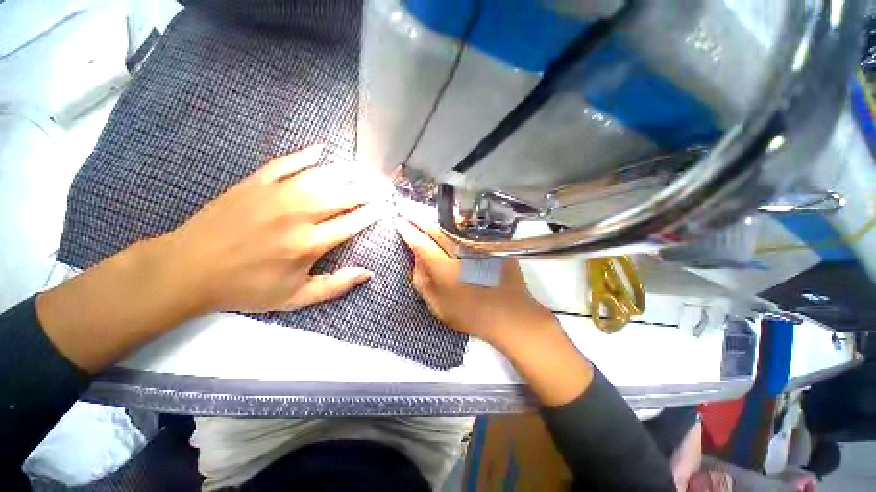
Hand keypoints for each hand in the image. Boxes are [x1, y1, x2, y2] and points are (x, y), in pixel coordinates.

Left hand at [36, 145, 385, 372]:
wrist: (189, 269)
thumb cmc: (247, 287)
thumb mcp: (295, 298)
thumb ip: (335, 286)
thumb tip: (367, 273)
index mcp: (309, 243)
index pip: (352, 223)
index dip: (372, 213)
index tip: (385, 206)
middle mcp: (298, 214)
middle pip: (343, 196)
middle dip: (367, 190)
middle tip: (382, 184)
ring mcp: (276, 194)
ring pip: (321, 176)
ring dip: (346, 172)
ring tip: (363, 170)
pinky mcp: (255, 182)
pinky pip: (286, 163)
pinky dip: (305, 156)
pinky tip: (321, 151)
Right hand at [395, 207, 593, 406]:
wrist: (512, 317)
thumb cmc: (472, 316)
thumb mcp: (438, 306)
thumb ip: (423, 281)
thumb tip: (416, 257)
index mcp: (446, 270)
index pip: (421, 243)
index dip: (408, 231)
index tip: (399, 221)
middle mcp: (462, 252)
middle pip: (436, 229)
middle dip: (419, 219)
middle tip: (407, 213)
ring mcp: (480, 246)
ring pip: (453, 225)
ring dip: (437, 219)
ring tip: (426, 218)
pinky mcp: (493, 244)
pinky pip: (470, 229)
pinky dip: (456, 224)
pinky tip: (450, 224)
----
• _WHAT YOU SHOULD DO_
Give back every record above exactly as written, skipping each picture.

• _RESPONSE TO THE EXERCISE_
Hand keypoints for each hand in the image. Boxes are [x1, y1, x2, y2] and points are (x, y), in pixel coordinates.

Left hand at [36, 145, 385, 372]:
wrist: (189, 269)
thumb cmc: (247, 287)
thumb mcp: (295, 298)
thumb ip: (335, 286)
thumb tip: (367, 273)
index mcp: (309, 243)
index pip: (352, 223)
index dip: (372, 213)
index tip: (385, 206)
middle mcp: (298, 214)
middle pip: (343, 196)
middle dip: (367, 190)
middle tip: (382, 184)
ring mcp: (276, 194)
ring pip: (321, 176)
ring dip: (346, 172)
ring tip: (363, 170)
pinky mcp: (255, 182)
pinky pip: (286, 163)
pinky dip: (305, 156)
pinky tip: (321, 151)
Right hand at [395, 207, 593, 406]:
wrist: (512, 317)
thumb cmc: (472, 316)
thumb mcp: (438, 306)
thumb ip: (423, 281)
thumb tip: (416, 257)
index mcp: (446, 270)
index pip: (421, 243)
index dip: (408, 231)
index tip: (399, 221)
middle mcp: (462, 252)
middle pip: (436, 229)
middle dip: (419, 219)
middle tip: (407, 213)
ring mcp: (480, 246)
ring pip: (453, 225)
ring dip: (437, 219)
ring tip: (426, 218)
pinky mcp: (493, 244)
pinky pip: (470, 229)
pinky dip: (456, 224)
pinky tip: (450, 224)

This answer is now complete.